Work to complete: What lines of the material below include the string "Write"? Copy all of them.
-- Data to use follows --
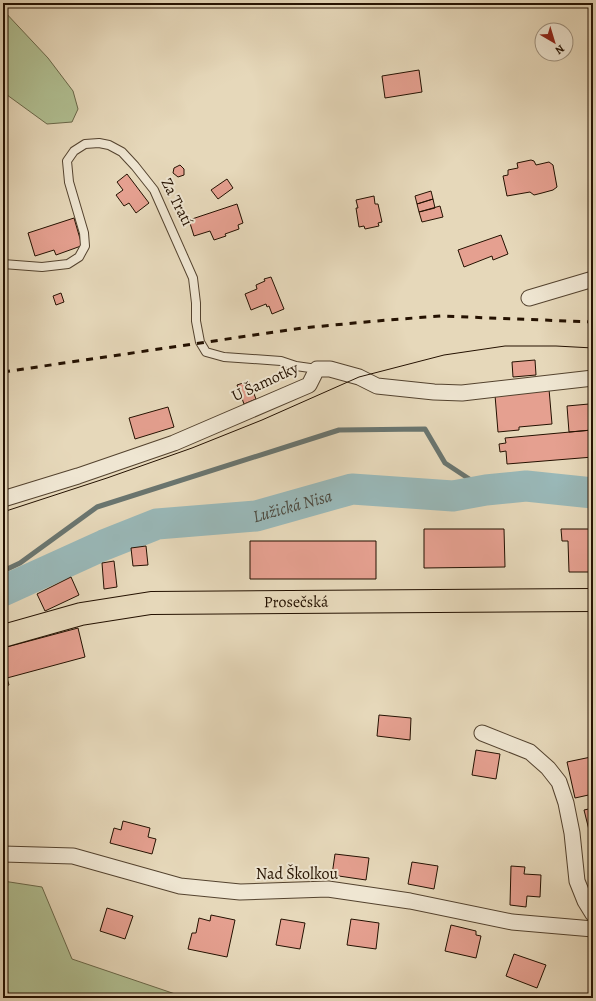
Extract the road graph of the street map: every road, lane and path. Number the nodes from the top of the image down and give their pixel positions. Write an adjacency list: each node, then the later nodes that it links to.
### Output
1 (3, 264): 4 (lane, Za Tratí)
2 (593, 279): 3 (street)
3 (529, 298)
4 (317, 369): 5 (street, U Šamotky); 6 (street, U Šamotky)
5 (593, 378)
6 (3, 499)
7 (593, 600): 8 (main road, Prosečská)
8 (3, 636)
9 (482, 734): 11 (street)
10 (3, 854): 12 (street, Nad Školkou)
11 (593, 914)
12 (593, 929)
-- Data to use concluded --
-- Data to use follows --
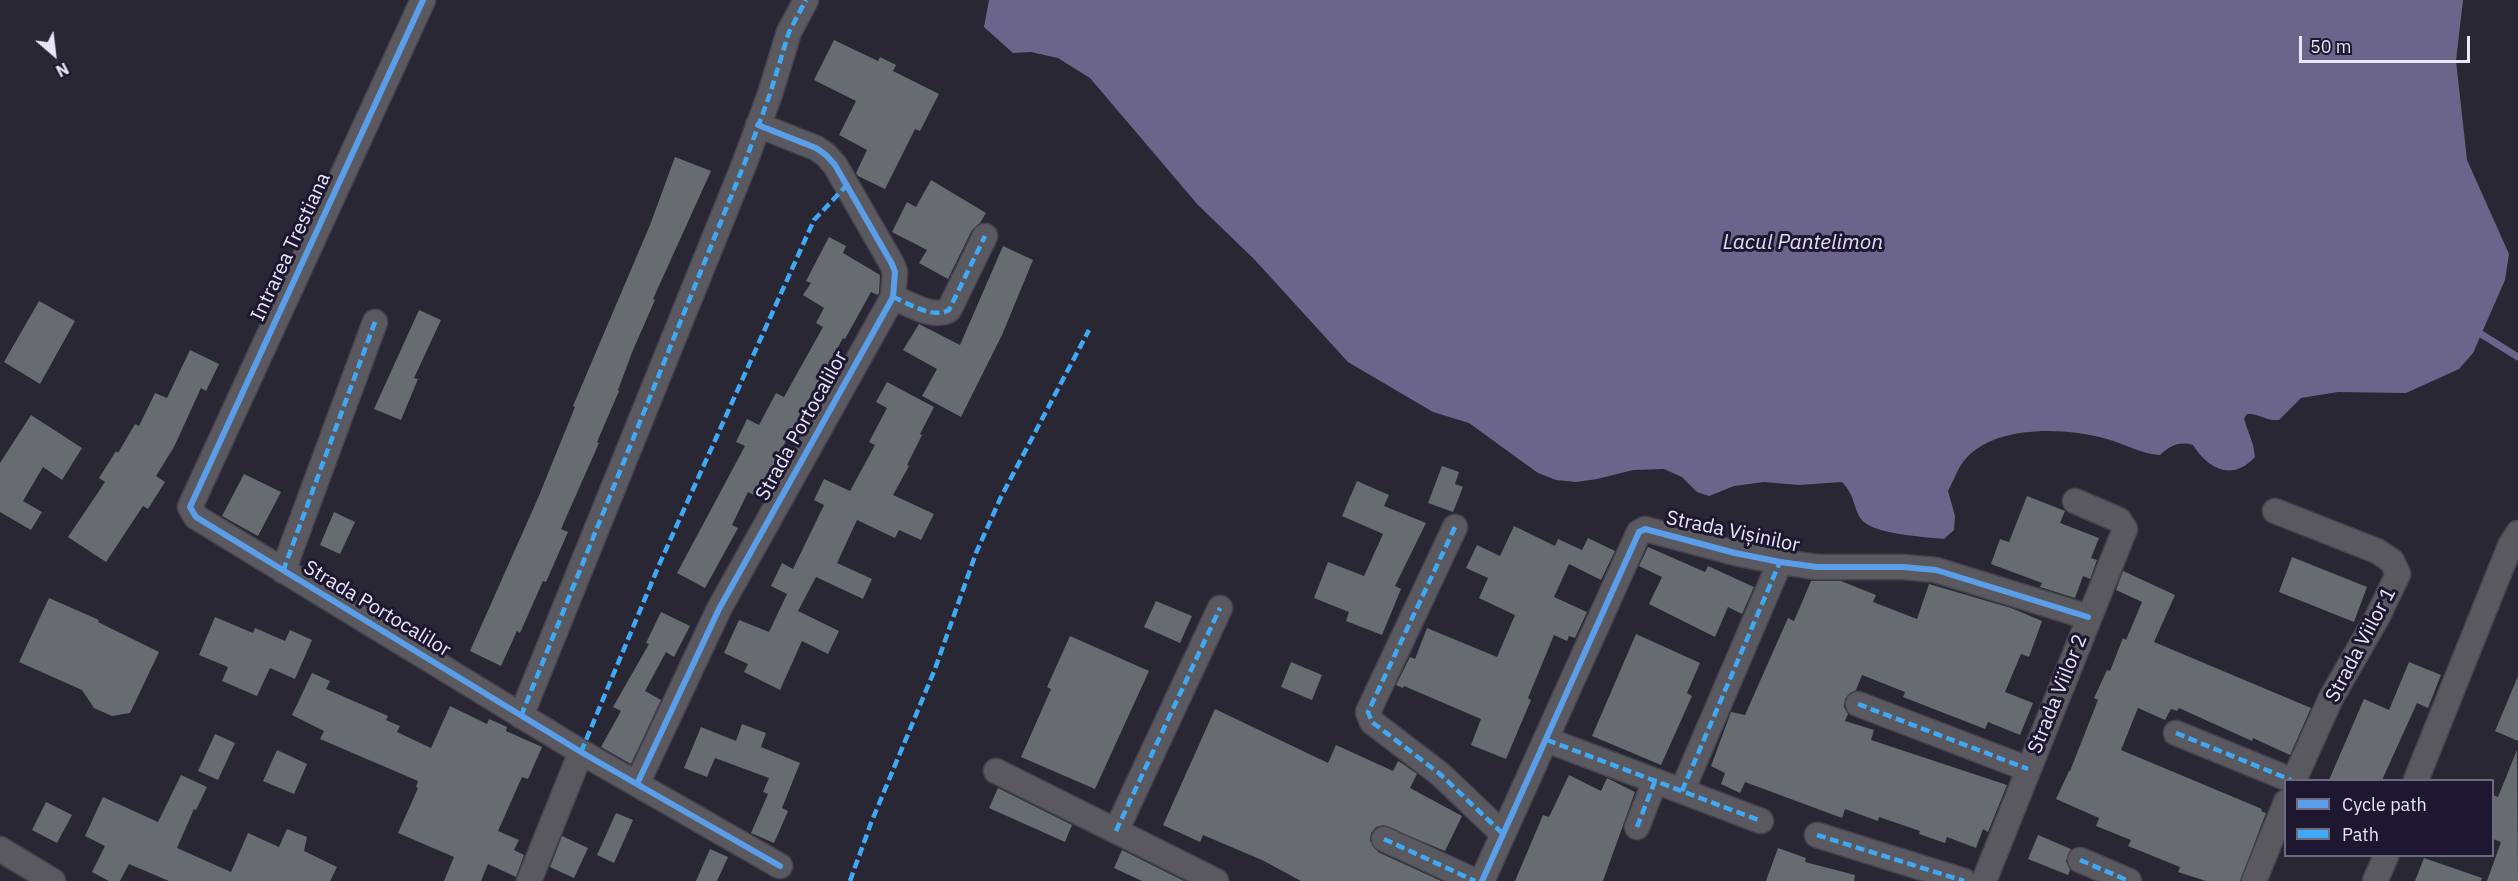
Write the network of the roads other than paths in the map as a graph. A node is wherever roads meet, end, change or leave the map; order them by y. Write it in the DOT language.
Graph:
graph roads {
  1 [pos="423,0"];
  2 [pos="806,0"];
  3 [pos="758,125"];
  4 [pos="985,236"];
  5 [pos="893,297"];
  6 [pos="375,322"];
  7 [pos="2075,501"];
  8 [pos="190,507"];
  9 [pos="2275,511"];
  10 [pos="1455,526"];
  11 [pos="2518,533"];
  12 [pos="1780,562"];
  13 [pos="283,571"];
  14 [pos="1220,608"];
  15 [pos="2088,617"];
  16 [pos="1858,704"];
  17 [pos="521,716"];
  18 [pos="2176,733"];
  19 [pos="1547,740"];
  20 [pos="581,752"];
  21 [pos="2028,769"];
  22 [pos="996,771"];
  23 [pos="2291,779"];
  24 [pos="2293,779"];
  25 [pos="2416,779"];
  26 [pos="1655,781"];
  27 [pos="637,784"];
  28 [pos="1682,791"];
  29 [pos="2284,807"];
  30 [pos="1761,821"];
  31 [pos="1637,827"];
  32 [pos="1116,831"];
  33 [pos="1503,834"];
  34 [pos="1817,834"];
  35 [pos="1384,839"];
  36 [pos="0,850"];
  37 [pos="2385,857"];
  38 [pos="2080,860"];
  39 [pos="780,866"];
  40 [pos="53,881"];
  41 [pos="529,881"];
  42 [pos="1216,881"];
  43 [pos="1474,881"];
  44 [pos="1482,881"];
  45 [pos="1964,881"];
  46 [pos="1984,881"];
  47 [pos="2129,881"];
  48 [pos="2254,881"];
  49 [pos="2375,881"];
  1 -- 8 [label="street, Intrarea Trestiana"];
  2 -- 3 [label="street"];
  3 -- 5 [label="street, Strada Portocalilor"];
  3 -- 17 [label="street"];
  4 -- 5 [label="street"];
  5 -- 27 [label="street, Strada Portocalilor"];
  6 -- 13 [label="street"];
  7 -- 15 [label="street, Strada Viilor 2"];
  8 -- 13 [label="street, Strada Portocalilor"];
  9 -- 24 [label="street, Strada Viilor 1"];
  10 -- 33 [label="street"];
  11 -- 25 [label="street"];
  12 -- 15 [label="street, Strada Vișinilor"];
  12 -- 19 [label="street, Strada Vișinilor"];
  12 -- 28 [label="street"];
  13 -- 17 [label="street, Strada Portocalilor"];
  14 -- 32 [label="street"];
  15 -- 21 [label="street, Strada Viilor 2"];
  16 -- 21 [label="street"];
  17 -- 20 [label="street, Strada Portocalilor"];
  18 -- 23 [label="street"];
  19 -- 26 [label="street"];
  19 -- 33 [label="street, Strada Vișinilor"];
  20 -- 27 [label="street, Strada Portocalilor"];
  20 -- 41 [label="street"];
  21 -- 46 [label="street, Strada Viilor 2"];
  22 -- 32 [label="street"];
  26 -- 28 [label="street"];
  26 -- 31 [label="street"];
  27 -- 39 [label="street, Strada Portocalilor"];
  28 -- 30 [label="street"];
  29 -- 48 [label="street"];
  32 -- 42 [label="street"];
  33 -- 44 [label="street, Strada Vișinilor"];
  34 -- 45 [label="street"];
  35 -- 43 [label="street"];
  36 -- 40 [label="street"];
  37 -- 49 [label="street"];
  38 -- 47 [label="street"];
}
-- Data to use concluded --
Task answer:
Extract the road graph of the street map: every road, lane and path. Number the nodes from the top of the image down and give their pixel positions. Write an adjacency list: each node, then the later nodes that it links to.
Write the network of the roads other than paths in the map as a graph. A node is wherever roads meet, end, change or leave the map; order them by y. Write it in the DOT language.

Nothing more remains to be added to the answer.